Art Davis, the renowned double bassist who played with John Coltrane and other jazz greats, has died. He was 73.
Davis died of a heart attack Sunday at his home in Long Beach, his son Kimaili Davis told the Los Angeles Times for a story in Saturday’s editions.
Davis was blacklisted in the 1970s for speaking up about racism in the music industry, then later earned a doctorate in clinical psychology and balanced performance dates with appointments to see patients.
“He was adventurous with his approach to playing music,” said pianist Nate Morgan, who played with the elder Davis intermittently over the last 10 years. “It takes a certain amount of integrity to step outside the box and say, ‘I like it here and I’m going to hang here for a while.”’
Known for his stunning and complete mastery of the instrument, Davis was able to jump between genres. He played classical music with the New York Philharmonic, was a member of the NBC, Westinghouse and CBS orchestras, and played for Broadway shows.
The most enriching experience of his career was collaborating with John Coltrane. Described by jazz critic Nat Hentoff as Coltrane’s favorite bassist, Davis performed on the saxophonist’s albums including “Ascension,” Volumes 1 and 2 of “The Africa/Brass Sessions” and “Ole Coltrane.”
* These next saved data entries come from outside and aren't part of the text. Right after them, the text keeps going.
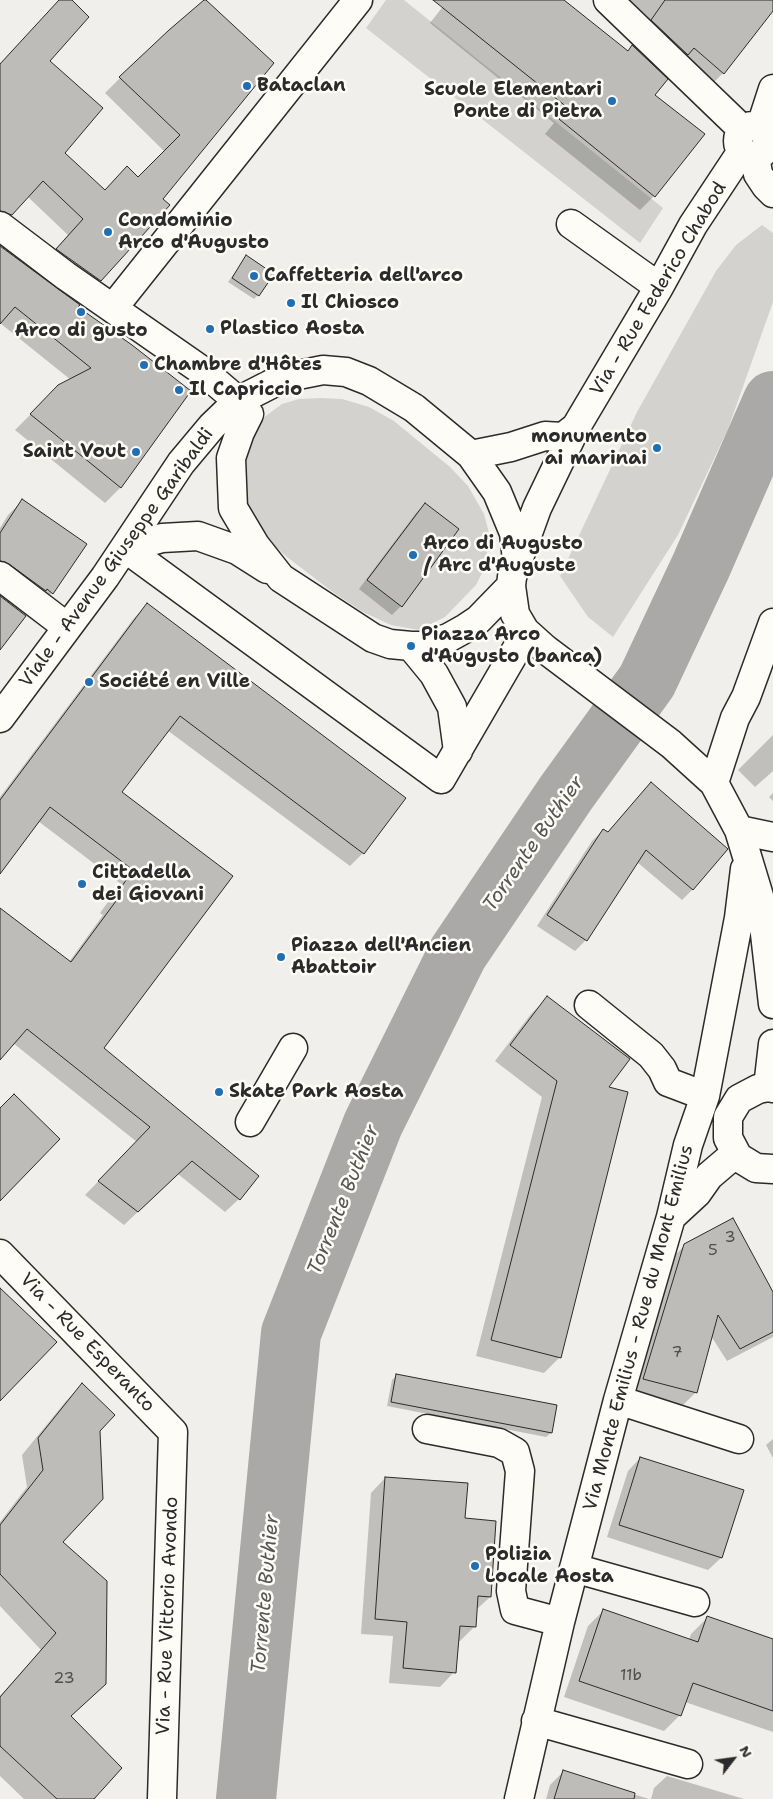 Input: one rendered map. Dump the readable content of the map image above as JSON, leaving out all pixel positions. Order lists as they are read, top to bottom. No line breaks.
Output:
{"streets":{"street":["Via - Rue Federico Chabod","Viale - Avenue Giuseppe Garibaldi","Via Monte Emilius - Rue du Mont Emilius","Via - Rue Esperanto","Via - Rue Vittorio Avondo"]},"crossings":[["Via - Rue Federico Chabod","Viale - Avenue Giuseppe Garibaldi"],["Via - Rue Esperanto","Via - Rue Vittorio Avondo"]],"water":["Torrente Buthier"],"places":["Bataclan","Scuole Elementari Ponte di Pietra","Condominio Arco d'Augusto","Caffetteria dell'arco","Il Chiosco","Arco di gusto","Plastico Aosta","Chambre d'Hôtes","Il Capriccio","monumento ai marinai","Saint Vout","Arco di Augusto / Arc d'Auguste","Piazza Arco d'Augusto (banca)","Société en Ville","Cittadella dei Giovani","Piazza dell'Ancien Abattoir","Skate Park Aosta","Polizia Locale Aosta"],"house_numbers":["3","5","7","11b","23"],"north":"top right"} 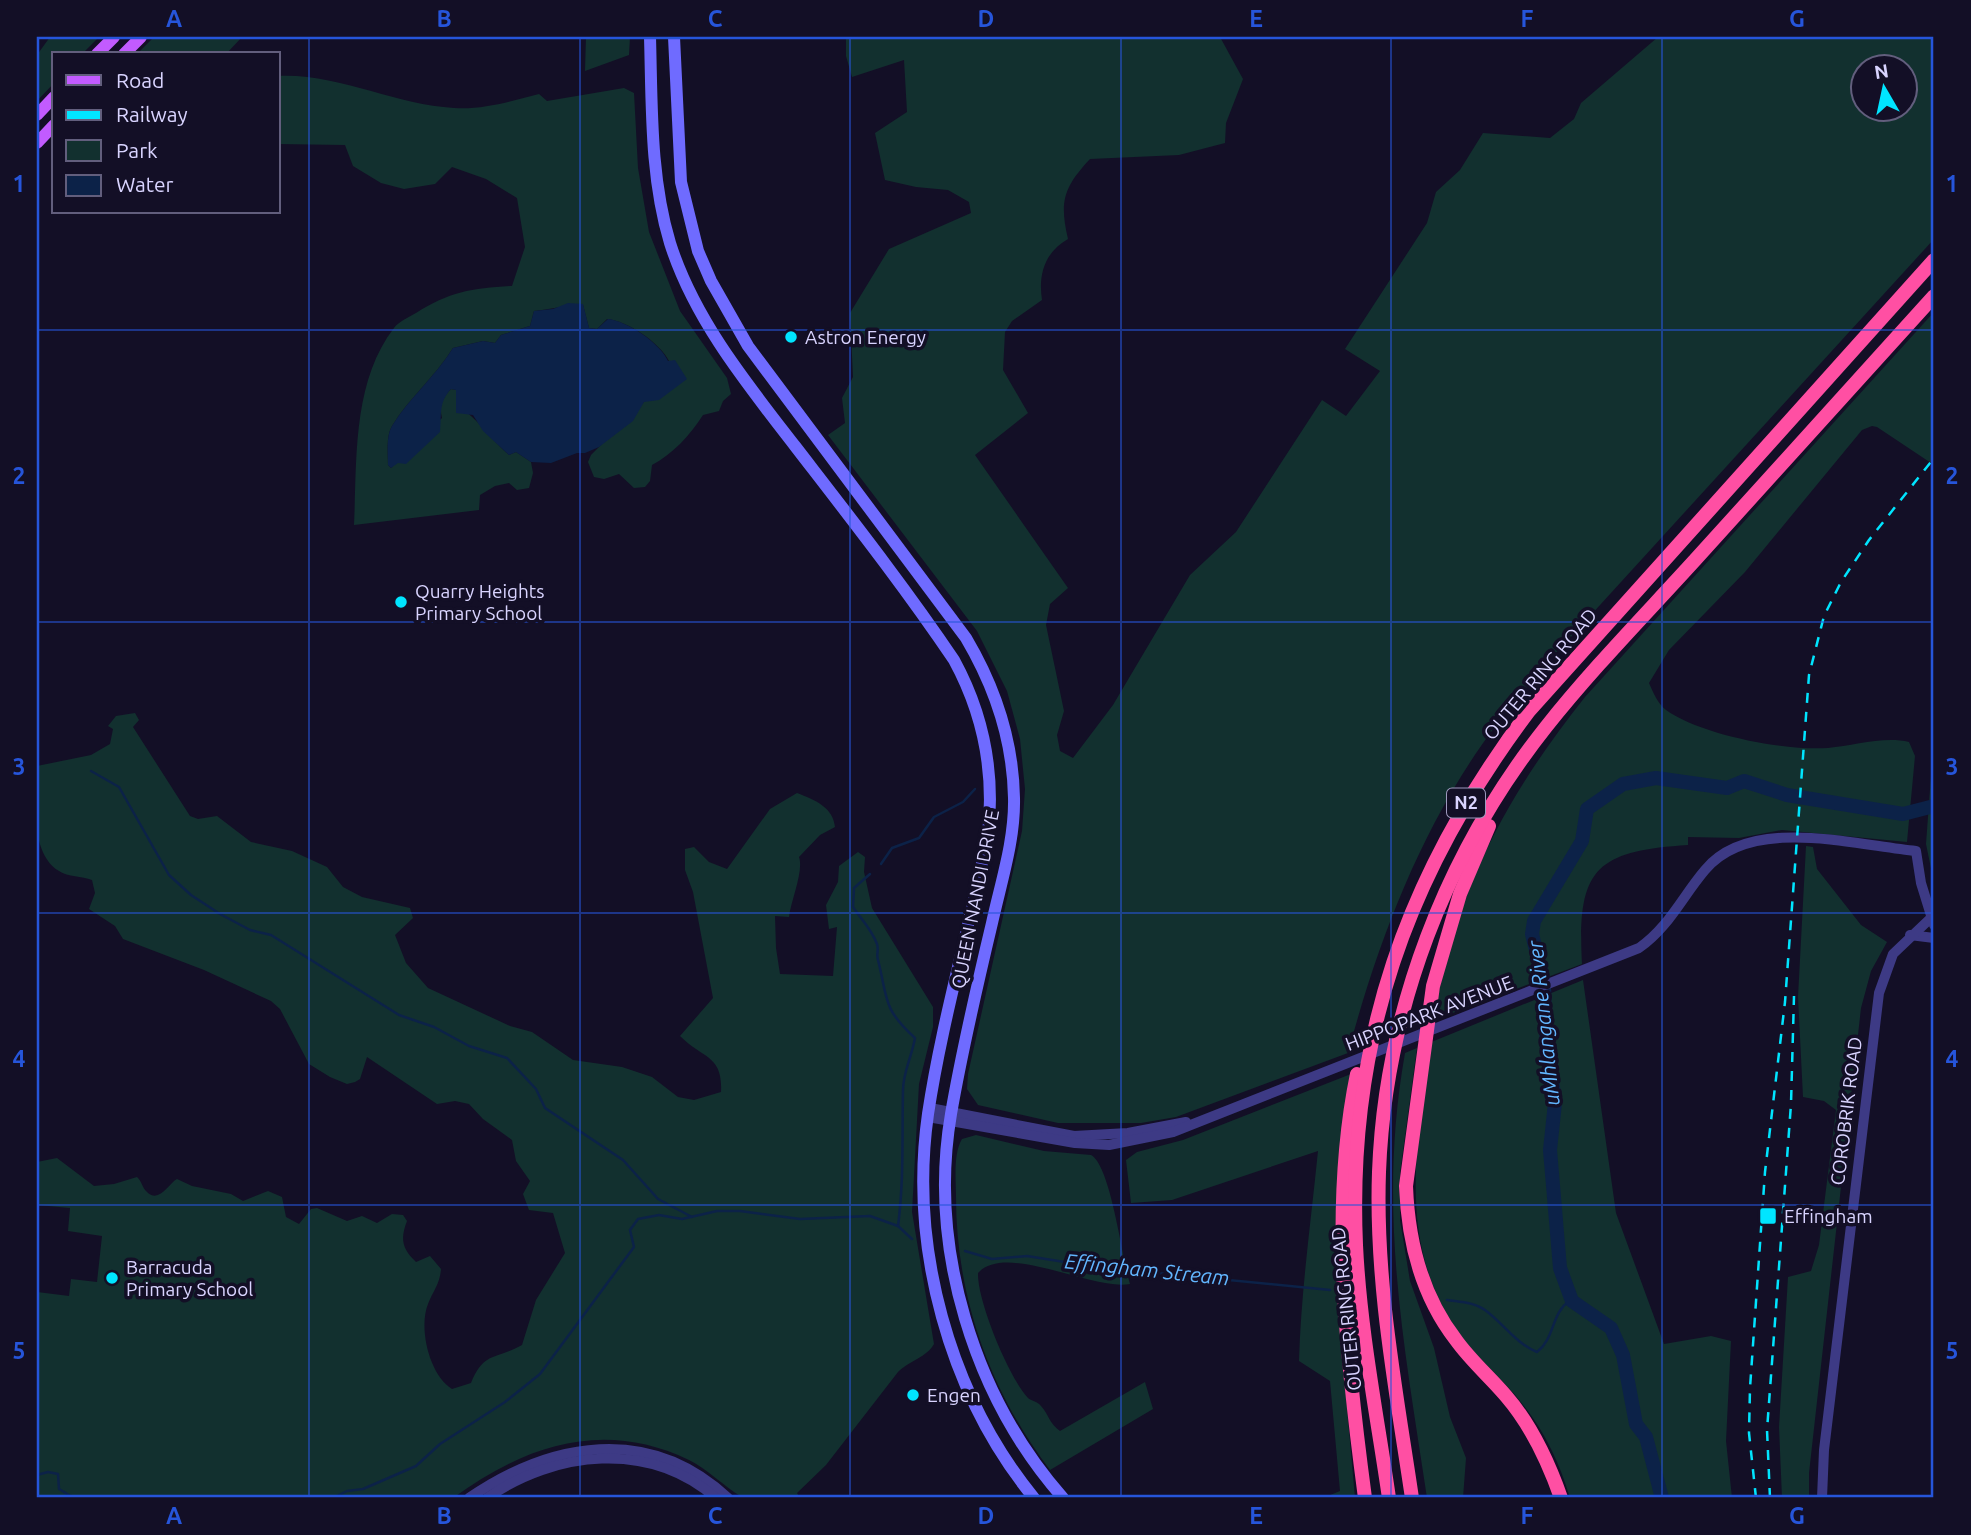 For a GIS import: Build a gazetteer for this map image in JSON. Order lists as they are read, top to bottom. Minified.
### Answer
{"streets":{"highway":["OUTER RING ROAD","N2"],"main road":["QUEEN NANDI DRIVE"],"street":["HIPPOPARK AVENUE","COROBRIK ROAD"]},"crossings":[["QUEEN NANDI DRIVE","HIPPOPARK AVENUE"],["HIPPOPARK AVENUE","COROBRIK ROAD"]],"water":["uMhlangane River","Effingham Stream"],"places":{"other":["Astron Energy","Quarry Heights Primary School","Barracuda Primary School","Engen"],"transit":["Effingham"]},"legend":["Road","Railway","Park","Water"],"north":"top","grid":{"columns":["A","B","C","D","E","F","G"],"rows":["1","2","3","4","5"]}} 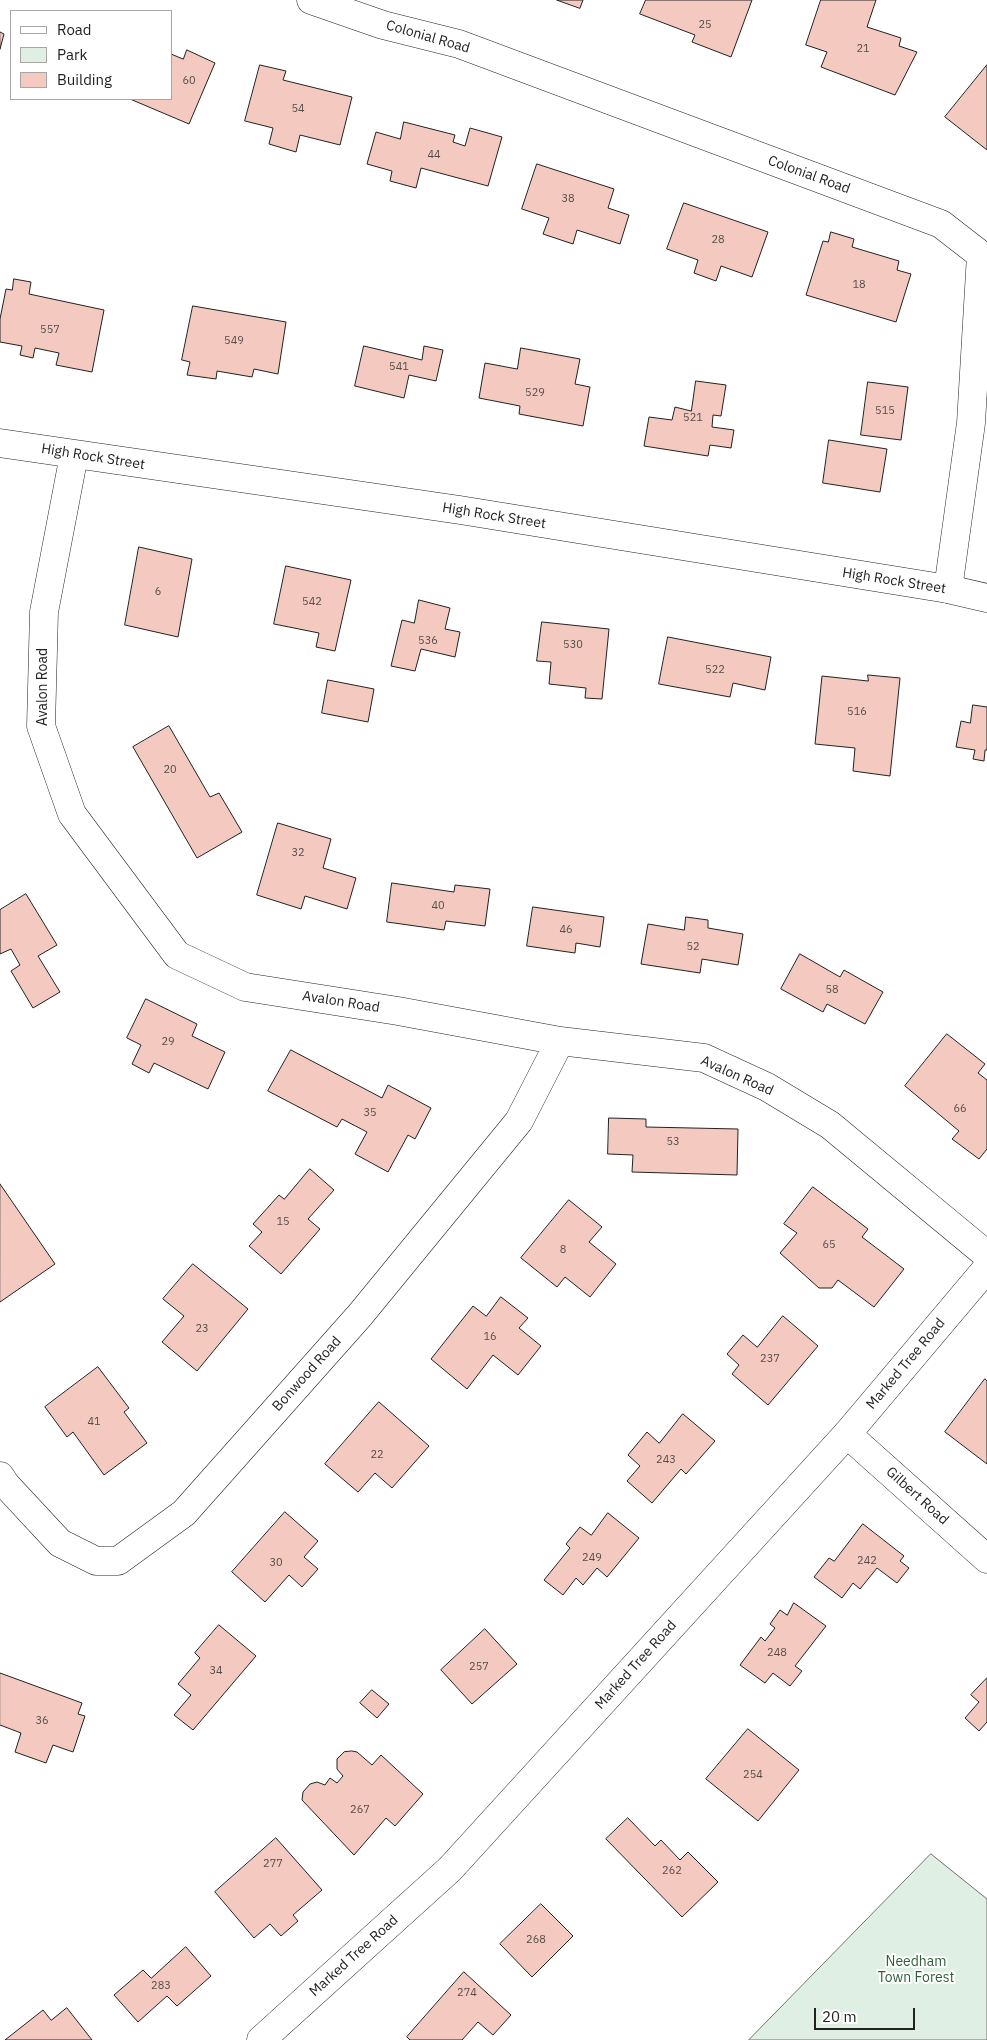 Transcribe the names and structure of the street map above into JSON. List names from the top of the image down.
{
  "streets": {
    "street": [
      "Colonial Road",
      "High Rock Street",
      "Avalon Road",
      "Marked Tree Road",
      "Bonwood Road",
      "Gilbert Road"
    ]
  },
  "crossings": [
    ["Colonial Road", "High Rock Street"],
    ["High Rock Street", "Avalon Road"],
    ["Avalon Road", "Bonwood Road"],
    ["Marked Tree Road", "Gilbert Road"]
  ],
  "parks": ["Needham Town Forest"],
  "house_numbers": [
    "25",
    "21",
    "60",
    "54",
    "44",
    "38",
    "28",
    "18",
    "557",
    "549",
    "541",
    "529",
    "515",
    "521",
    "6",
    "542",
    "536",
    "530",
    "522",
    "516",
    "20",
    "32",
    "40",
    "46",
    "52",
    "58",
    "29",
    "66",
    "35",
    "53",
    "15",
    "65",
    "8",
    "23",
    "16",
    "237",
    "41",
    "22",
    "243",
    "249",
    "242",
    "30",
    "248",
    "257",
    "34",
    "36",
    "254",
    "267",
    "277",
    "262",
    "268",
    "283",
    "274"
  ],
  "legend": ["Road", "Park", "Building"],
  "scale_bar": "20 m"
}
The two musicians met one night in the late 1950s at Small’s Paradise, a jazz club in Harlem.
Davis viewed his instrument as “the backbone of the band,” one that should “inspire the group by proposing harmonic information with a certain sound quality and rhythmic impulses,” Davis said in an excerpt from So What magazine posted on his Web site.
By following his own advice, Davis’ career flourished. He played with a long and varied list of artists: Thelonious Monk, Duke Ellington, Rahsaan Roland Kirk, Louis Armstrong, Judy Garland, John Denver, the trio Peter, Paul and Mary and Bob Dylan.
Battling racial prejudiceDavis began studying piano at age 5 in Harrisburg, Pa., where he was born in 1933. By sixth grade Davis studied the tuba in school because it was the only instrument available, he said.
By 1951 he decided to make music his career. He chose the double bass, believing it would allow more opportunities to make a living. At age 17 he studied with the principal double bassist at the Philadelphia Orchestra. But when he auditioned for his hometown’s symphony, the audition committee was so unduly harsh and demanding that the conductor Edwin MacArthur questioned their objectivity.
“The answer was, ‘Well, he’s colored,’ and there was silence,” Davis recalled in a 2002 article in Double Bassist magazine. “Finally MacArthur burst out, ‘If you don’t want him, then you don’t want me.’ So they quickly got together and accepted me.”
After high school, Davis studied classical music on scholarship at the Manhattan School of Music and the Juilliard School of Music. At night he played jazz in New York clubs.
In the 1970s, his fortunes waned after he filed an unsuccessful discrimination lawsuit against the New York Philharmonic. Like other black musicians who challenged job hiring practices, he lost work and industry connections.
With less work coming his way, Davis returned to school and in 1981 earned a doctorate in clinical psychology from New York University. For many years he was a practicing psychologist while also working as a musician.
As a result of his lawsuit and protest, Davis played a key role in the increased use of the so-called blind audition, in which musicians are heard but not seen by those evaluating them, Hentoff said.
The accomplished musician also pioneered a fingering technique for the bass and wrote “The Arthur Davis System for Double Bass.”
Davis also wore the hat of university professor. He taught at UC Irvine for two years. Most recently Davis was a part-time music instructor at Orange Coast College in Costa Mesa.
Besides his son Kimaili, Davis is survived by another son and a daughter.